### [What needs to be done]
Will you write out the data exactly, excluding every picture?

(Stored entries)
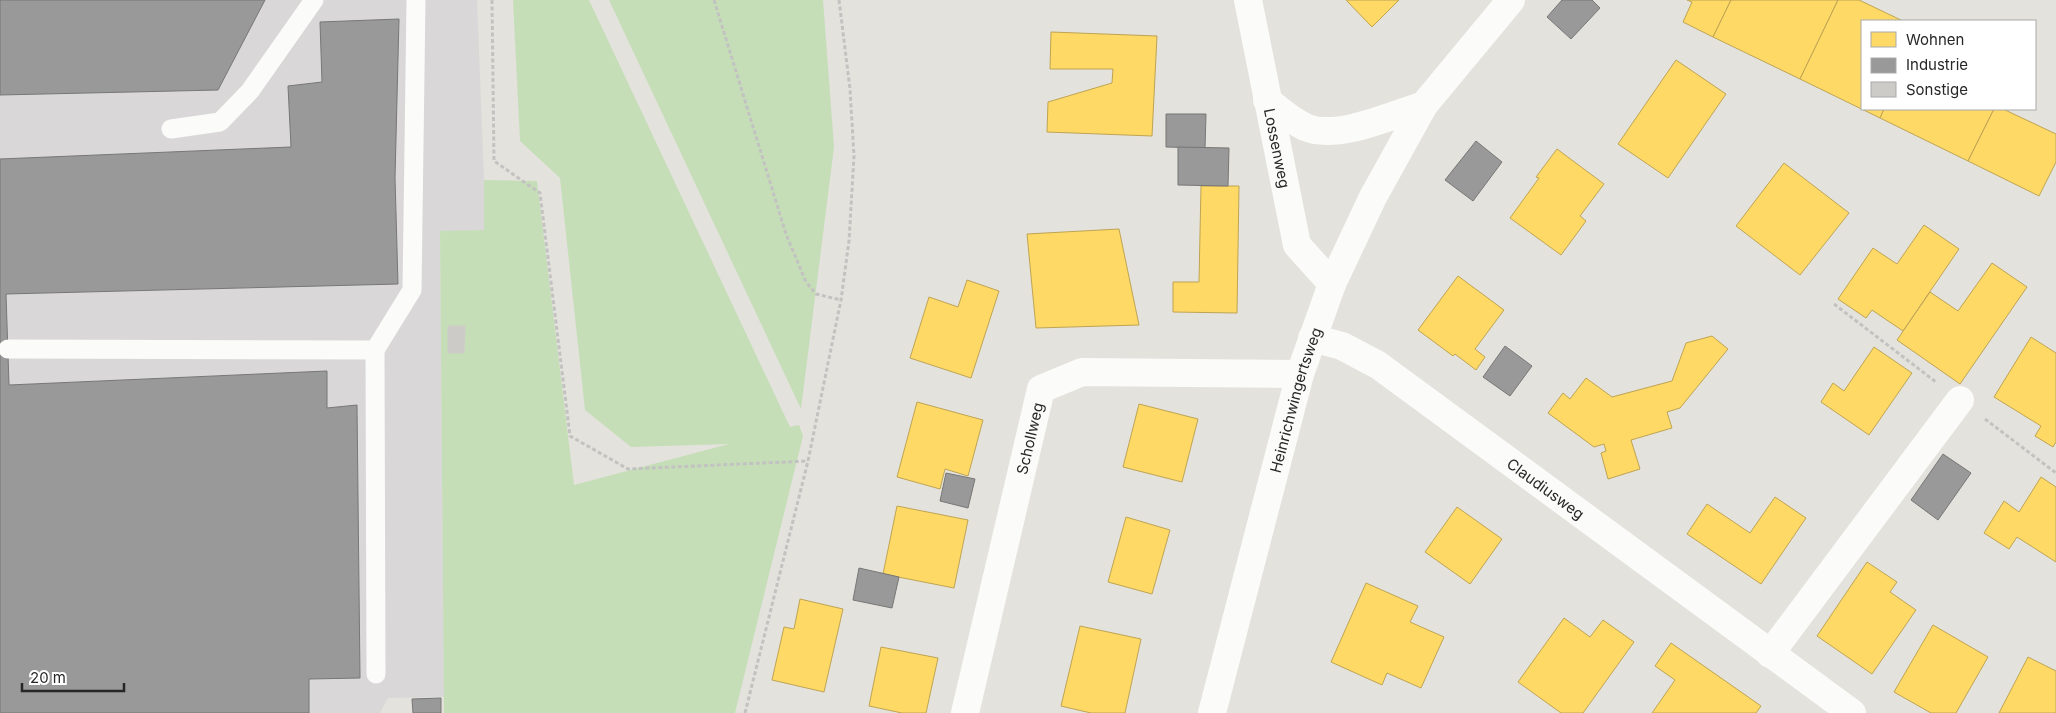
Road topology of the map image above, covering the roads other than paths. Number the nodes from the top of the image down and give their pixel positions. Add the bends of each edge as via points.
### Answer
1 (314, 0) edge
2 (416, 0) edge
3 (1248, 0) edge
4 (1511, 0) edge
5 (1267, 100) junction
6 (1424, 105) junction
7 (171, 129) dead end
8 (1332, 284) junction
9 (1312, 338) junction
10 (8, 349) dead end
11 (375, 350) junction
12 (1300, 374) junction
13 (1960, 400) dead end
14 (1770, 654) junction
15 (376, 674) dead end
16 (966, 713) edge
17 (1212, 713) edge
18 (1852, 713) edge

1 - 7 lane via 250,91 220,122
2 - 11 lane via 412,290
3 - 5 street, Lossenweg
4 - 6 street, Heinrichwingertsweg
5 - 6 street via 1306,128 1331,131
5 - 8 street, Lossenweg via 1297,245
6 - 8 street, Heinrichwingertsweg via 1373,197
8 - 9 street, Heinrichwingertsweg
9 - 12 street, Heinrichwingertsweg
9 - 14 street, Claudiusweg via 1342,346 1378,365
10 - 11 lane
11 - 15 lane
12 - 16 street, Schollweg via 1082,372 1041,389
12 - 17 street, Heinrichwingertsweg
13 - 14 street
14 - 18 street, Claudiusweg

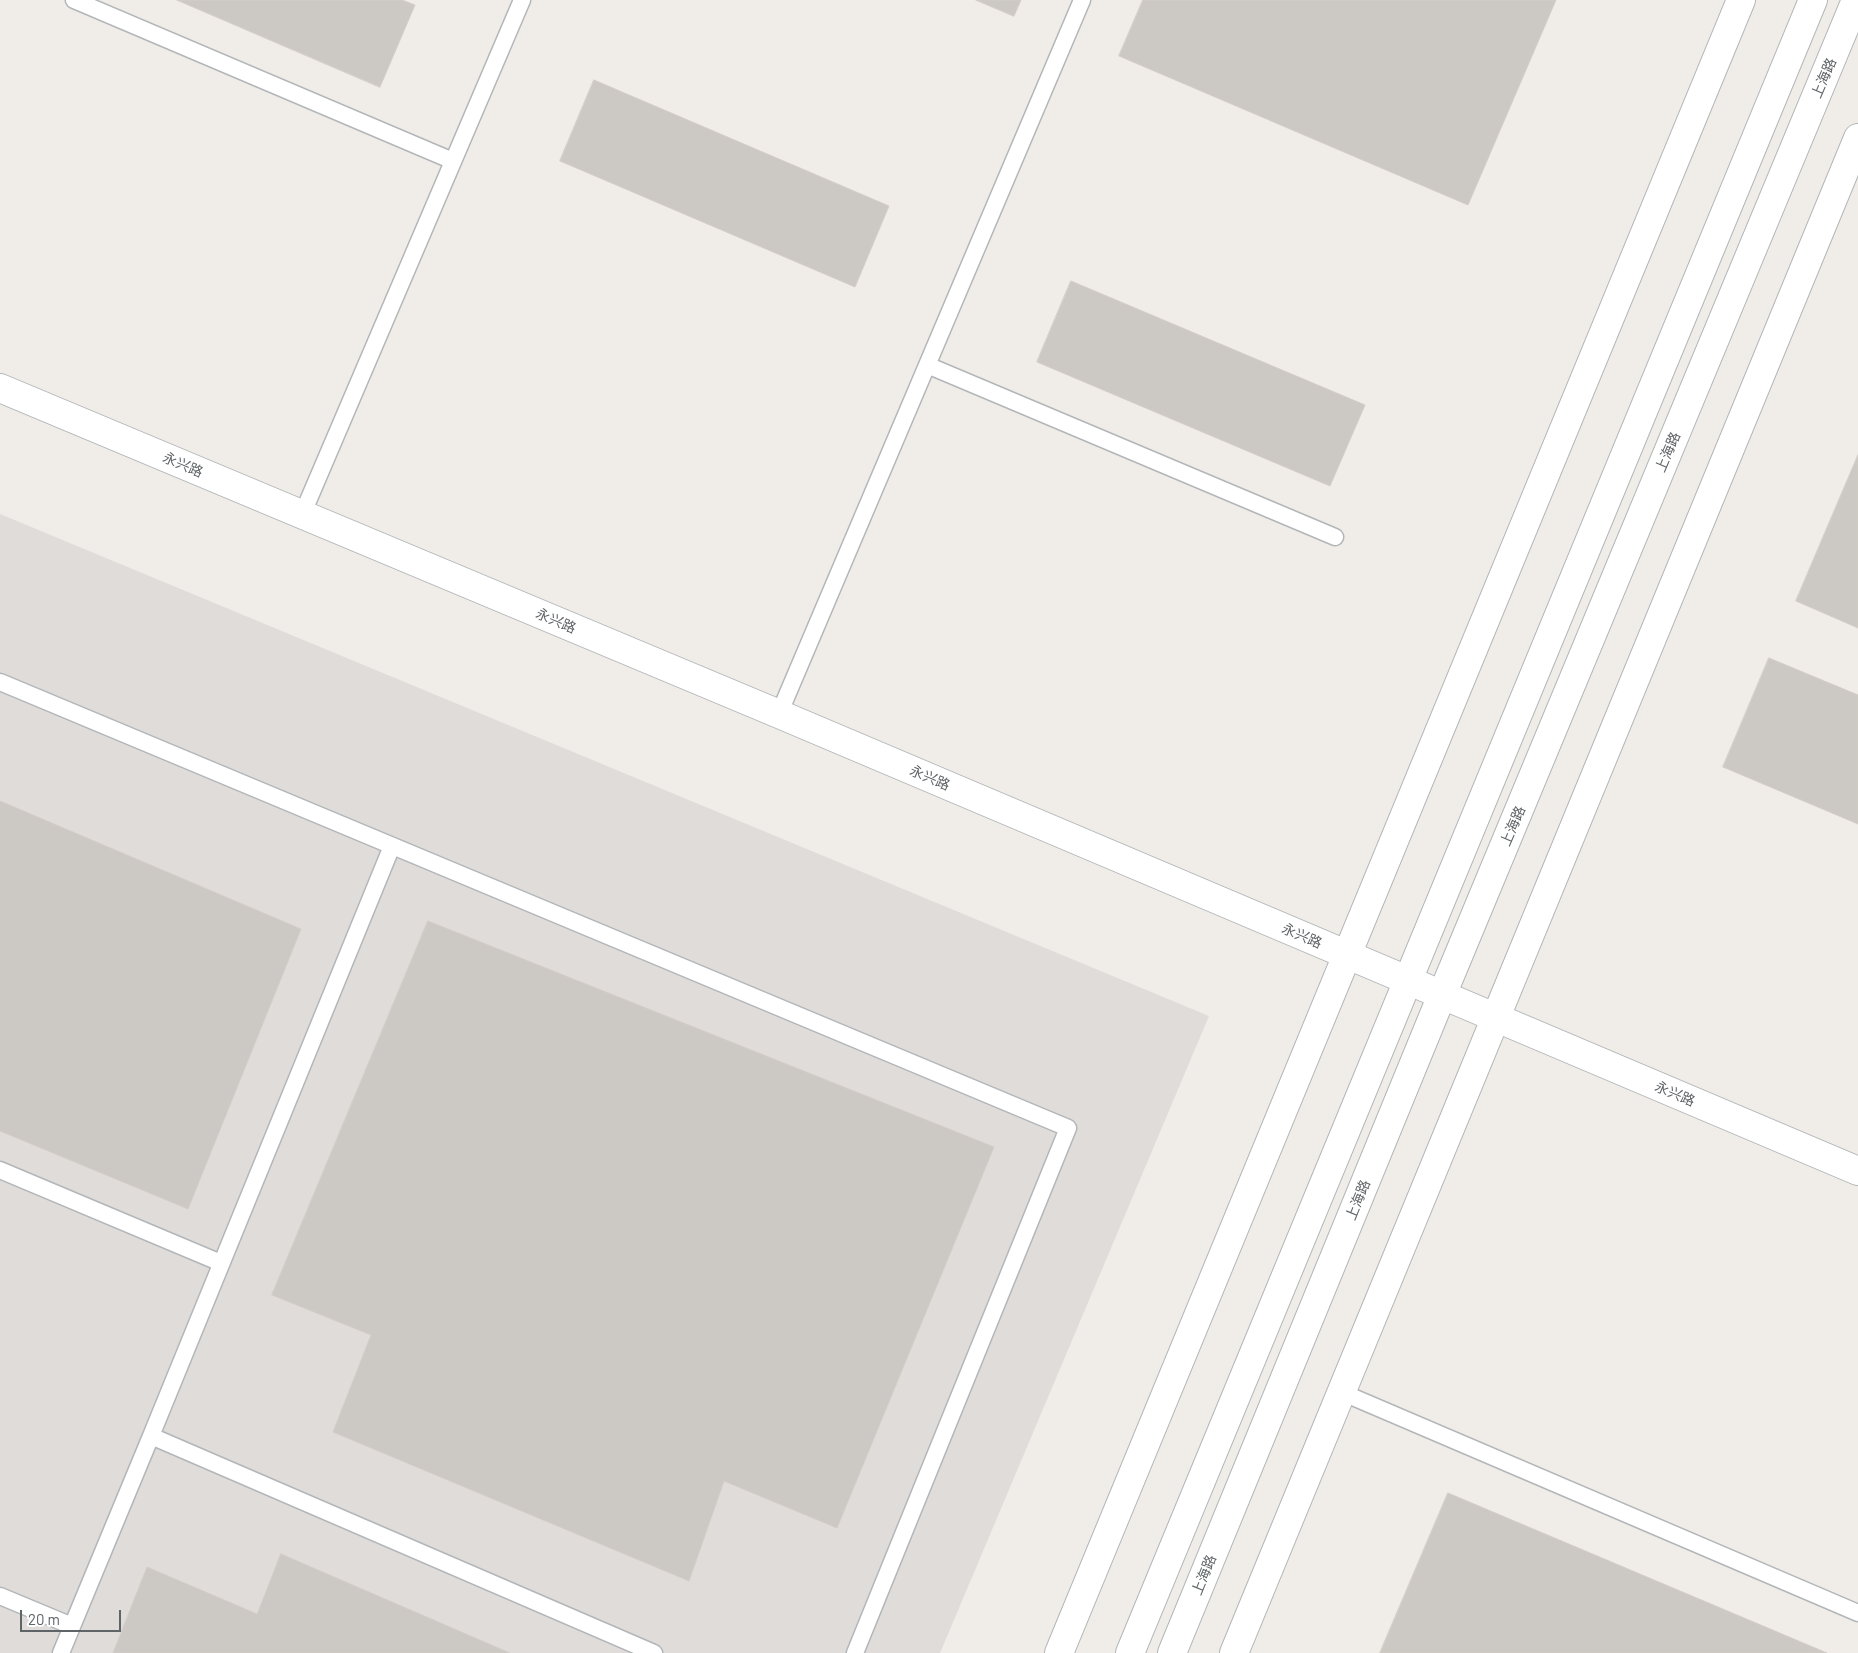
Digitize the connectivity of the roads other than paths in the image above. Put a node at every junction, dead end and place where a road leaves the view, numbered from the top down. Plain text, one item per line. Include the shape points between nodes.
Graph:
1 (74, 0) edge
2 (522, 0) edge
3 (1082, 0) edge
4 (1741, 0) edge
5 (1813, 0) edge
6 (1856, 0) edge
7 (1858, 138) edge
8 (453, 161) junction
9 (1852, 168) edge
10 (927, 365) junction
11 (0, 388) edge
12 (302, 515) junction
13 (1335, 537) dead end
14 (0, 682) edge
15 (779, 714) junction
16 (392, 846) junction
17 (1346, 955) junction
18 (1407, 981) junction
19 (1442, 996) junction
20 (1495, 1018) junction
21 (1857, 1168) edge
22 (0, 1170) edge
23 (221, 1263) junction
24 (1341, 1392) junction
25 (151, 1436) junction
26 (0, 1596) edge
27 (1858, 1613) edge
28 (72, 1626) junction
29 (61, 1653) edge
30 (654, 1653) edge
31 (856, 1653) edge
32 (1059, 1653) edge
33 (1130, 1653) edge
34 (1172, 1653) edge
35 (1234, 1653) edge

1 - 8 lane
2 - 8 lane
3 - 10 lane
4 - 17 street
5 - 18 street
6 - 19 street, 上海路
7 - 9 street
8 - 12 lane
9 - 20 street
10 - 13 lane
10 - 15 lane
11 - 12 street, 永兴路
12 - 15 street, 永兴路
14 - 16 lane
15 - 17 street, 永兴路
16 - 23 lane
16 - 31 lane via 1068,1128
17 - 18 street, 永兴路
17 - 32 street
18 - 19 street, 永兴路
18 - 33 street
19 - 20 street, 永兴路
19 - 34 street, 上海路
20 - 21 street, 永兴路
20 - 24 street
22 - 23 lane
23 - 25 lane
24 - 27 lane
24 - 35 street
25 - 28 lane
25 - 30 lane
26 - 28 lane
28 - 29 lane

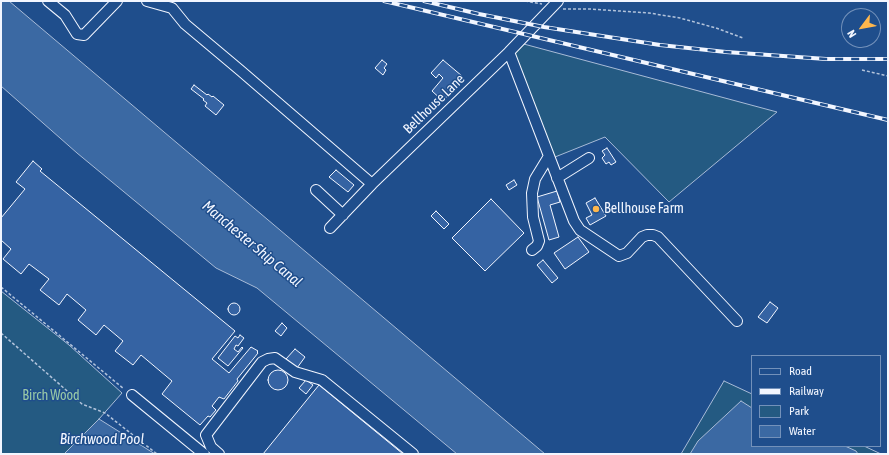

### [Written solution]
Road topology of the map image above, covering the roads other than paths. Number the nodes from the top of the image down and give their pixel positions. Add the bends of each edge as via points.
### Answer
1 (314, 0) edge
2 (416, 0) edge
3 (1248, 0) edge
4 (1511, 0) edge
5 (1267, 100) junction
6 (1424, 105) junction
7 (171, 129) dead end
8 (1332, 284) junction
9 (1312, 338) junction
10 (8, 349) dead end
11 (375, 350) junction
12 (1300, 374) junction
13 (1960, 400) dead end
14 (1770, 654) junction
15 (376, 674) dead end
16 (966, 713) edge
17 (1212, 713) edge
18 (1852, 713) edge

1 - 7 lane via 250,91 220,122
2 - 11 lane via 412,290
3 - 5 street, Lossenweg
4 - 6 street, Heinrichwingertsweg
5 - 6 street via 1306,128 1331,131
5 - 8 street, Lossenweg via 1297,245
6 - 8 street, Heinrichwingertsweg via 1373,197
8 - 9 street, Heinrichwingertsweg
9 - 12 street, Heinrichwingertsweg
9 - 14 street, Claudiusweg via 1342,346 1378,365
10 - 11 lane
11 - 15 lane
12 - 16 street, Schollweg via 1082,372 1041,389
12 - 17 street, Heinrichwingertsweg
13 - 14 street
14 - 18 street, Claudiusweg

Digitize the connectivity of the roads other than paths in the image above. Put a node at every junction, dead end and place where a road leaves the view, numbered from the top down. Plain text, one item per line. Include the shape points between nodes.
Graph:
1 (74, 0) edge
2 (522, 0) edge
3 (1082, 0) edge
4 (1741, 0) edge
5 (1813, 0) edge
6 (1856, 0) edge
7 (1858, 138) edge
8 (453, 161) junction
9 (1852, 168) edge
10 (927, 365) junction
11 (0, 388) edge
12 (302, 515) junction
13 (1335, 537) dead end
14 (0, 682) edge
15 (779, 714) junction
16 (392, 846) junction
17 (1346, 955) junction
18 (1407, 981) junction
19 (1442, 996) junction
20 (1495, 1018) junction
21 (1857, 1168) edge
22 (0, 1170) edge
23 (221, 1263) junction
24 (1341, 1392) junction
25 (151, 1436) junction
26 (0, 1596) edge
27 (1858, 1613) edge
28 (72, 1626) junction
29 (61, 1653) edge
30 (654, 1653) edge
31 (856, 1653) edge
32 (1059, 1653) edge
33 (1130, 1653) edge
34 (1172, 1653) edge
35 (1234, 1653) edge

1 - 8 lane
2 - 8 lane
3 - 10 lane
4 - 17 street
5 - 18 street
6 - 19 street, 上海路
7 - 9 street
8 - 12 lane
9 - 20 street
10 - 13 lane
10 - 15 lane
11 - 12 street, 永兴路
12 - 15 street, 永兴路
14 - 16 lane
15 - 17 street, 永兴路
16 - 23 lane
16 - 31 lane via 1068,1128
17 - 18 street, 永兴路
17 - 32 street
18 - 19 street, 永兴路
18 - 33 street
19 - 20 street, 永兴路
19 - 34 street, 上海路
20 - 21 street, 永兴路
20 - 24 street
22 - 23 lane
23 - 25 lane
24 - 27 lane
24 - 35 street
25 - 28 lane
25 - 30 lane
26 - 28 lane
28 - 29 lane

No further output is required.